19 fevereiro 2020 0 Comentários

o preço da verdade

Baseado no artigo do The New York Times, “The Lawyer Who Became DuPont’s Worst Nightmare“, escrito por Nathaniel Rich, o longa O Preço da Verdade – Dark Waters traz a batalha  judicial encabeçada por Robert Bilott (Mark Rufallo) contra um dos maiores conglomerados dos EUA, após evidências de crimes ambientais e direitos humanos cometidos por este. Ao longo da história vemos a jornada do advogado ao longo de quase 15 anos, sendo detalhada cada perda, vitória e desgaste emocional vivido pelos envolvidos. Expondo a história real, sem romancear sua narrativa, a produção consegue trazer o alerta necessário sem se tornar maçante.

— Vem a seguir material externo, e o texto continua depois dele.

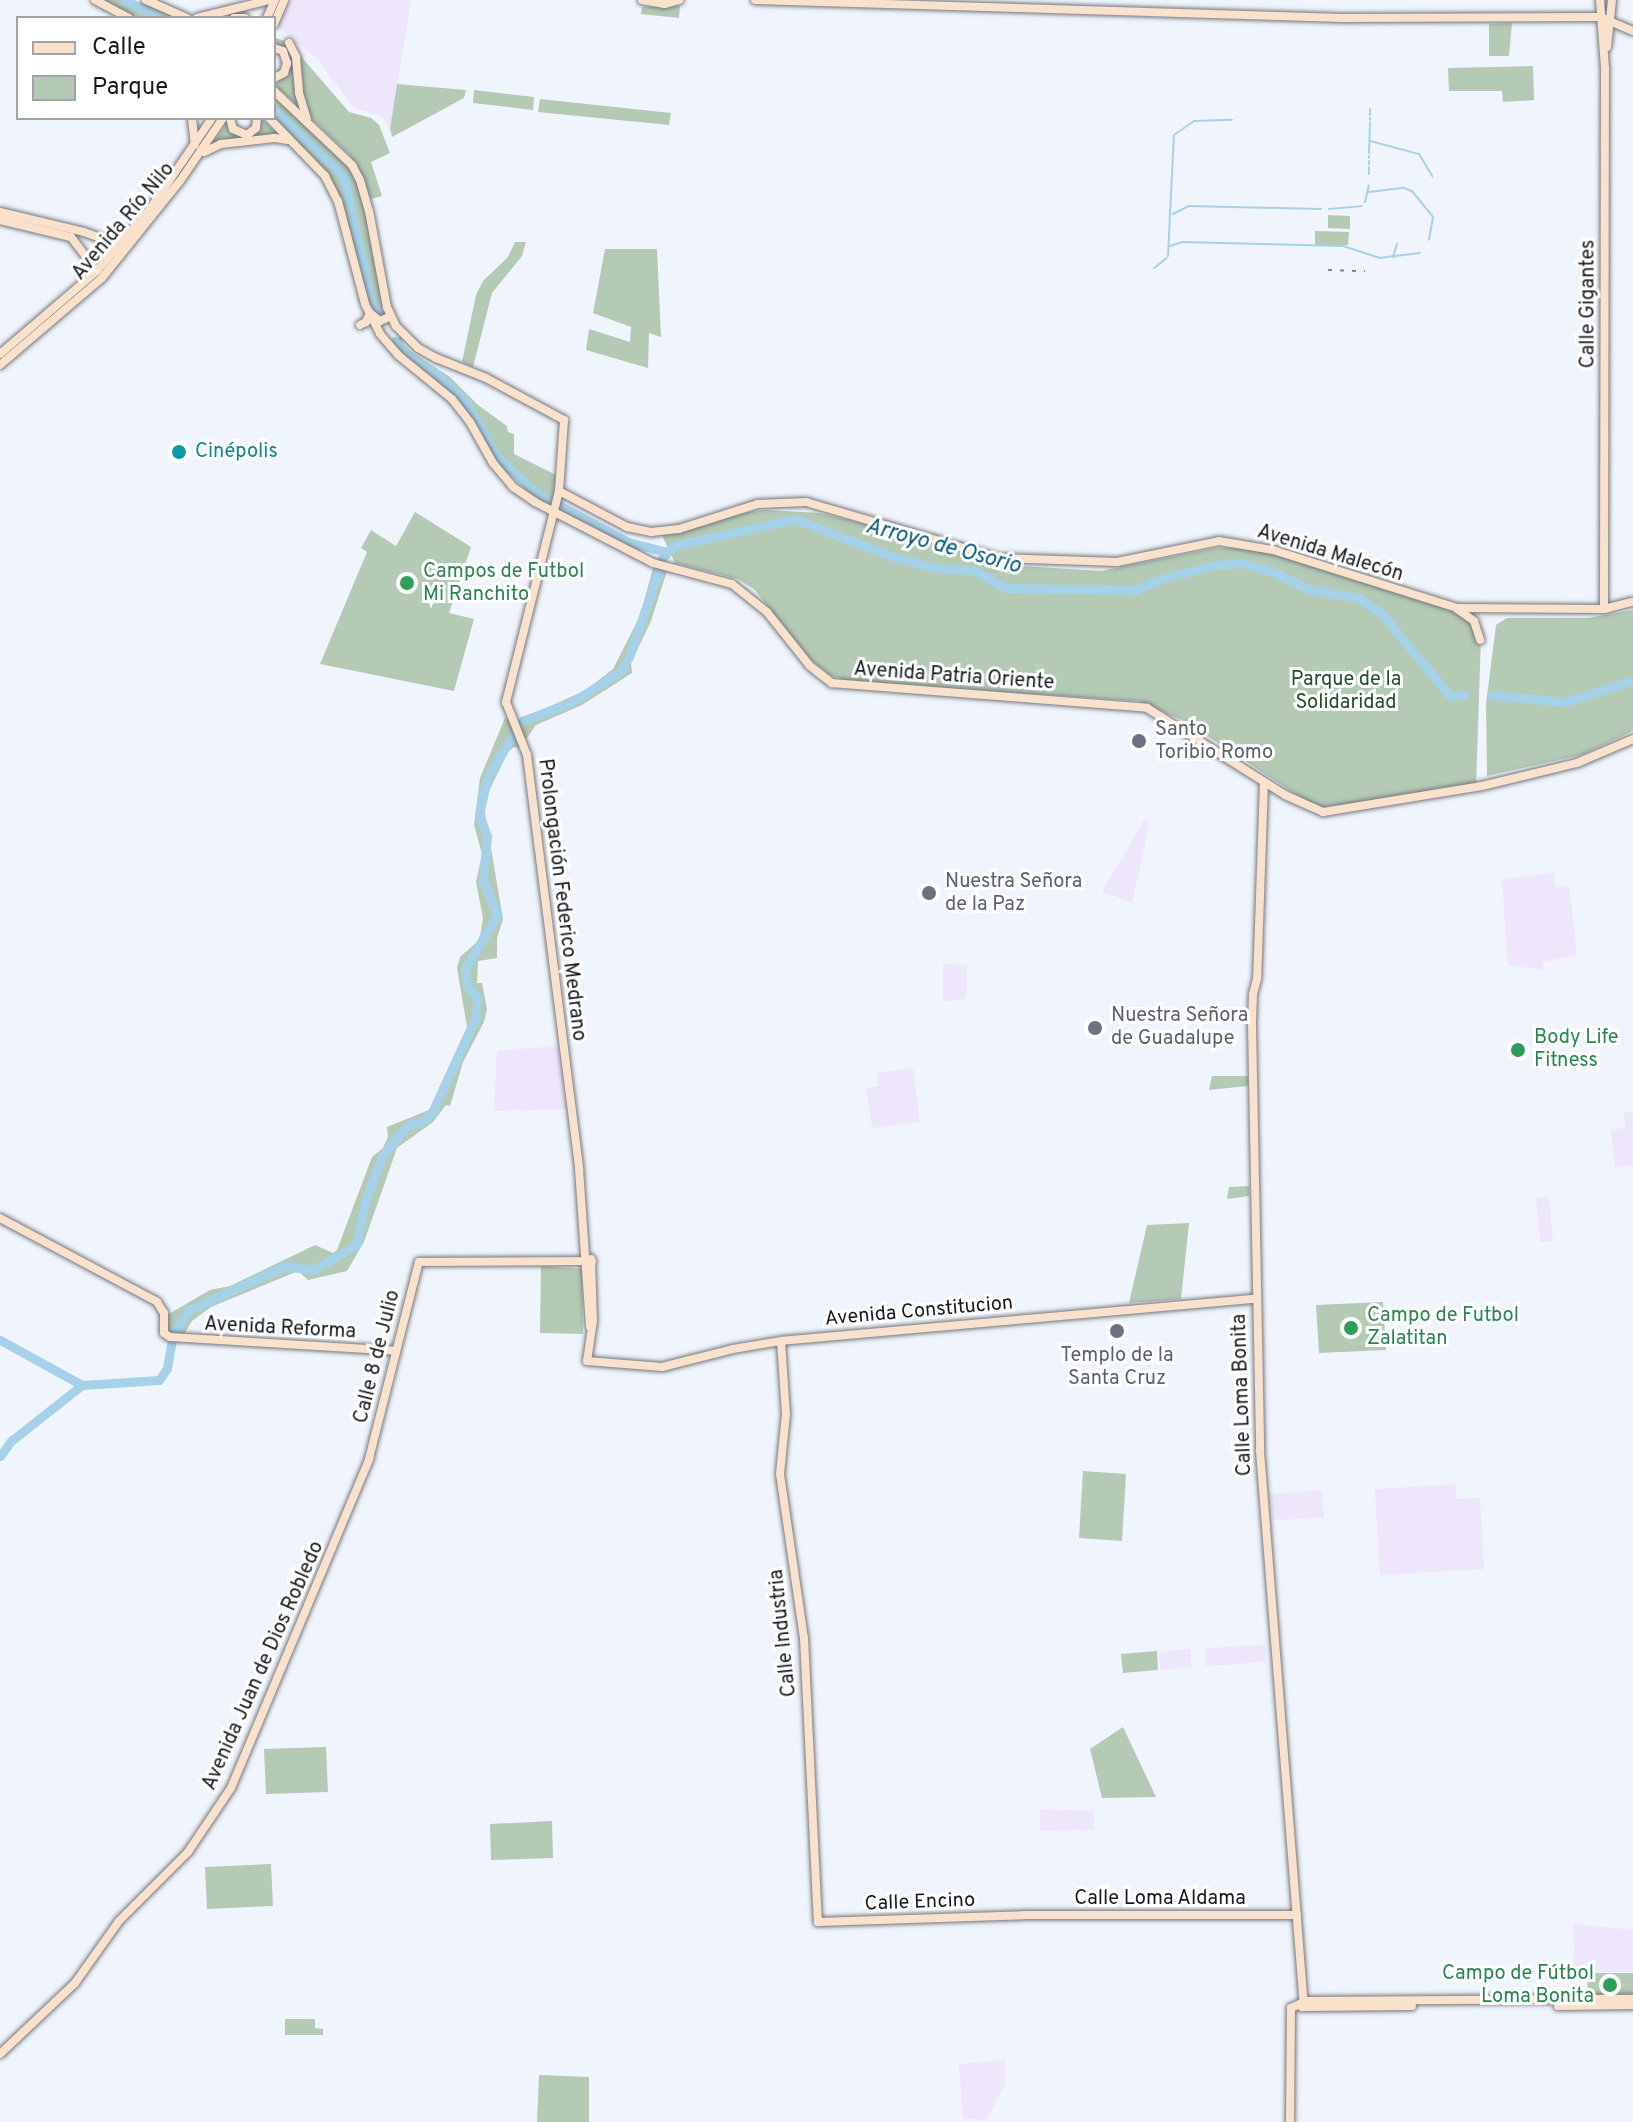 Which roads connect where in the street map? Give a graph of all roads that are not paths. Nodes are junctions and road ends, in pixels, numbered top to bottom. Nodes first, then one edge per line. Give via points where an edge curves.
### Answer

Dirigido por Todd Haynes (Carol), o filme inicia sua narrativa com Robert se tornando sócio de um grande escritório de advocacia, que por obra do destino defende grandes empresas do ramo químico. Feliz com a promoção, como também, em sua vida pessoal, não demora para que está mude drasticamente. É em uma das reuniões de seu escritório que o protagonista entra em contato com Wilbur Tennant – interpretado pelo brilhante Bill Camp -, um agricultor da região onde viveu na infância, que vem até Cincinatti pedir auxílio ao advogado após coletar evidências de que a fábrica da DuPont vem despejando lixo tóxico no rio da cidade, contaminando não somente os animais de sua fazenda, como toda a população da região.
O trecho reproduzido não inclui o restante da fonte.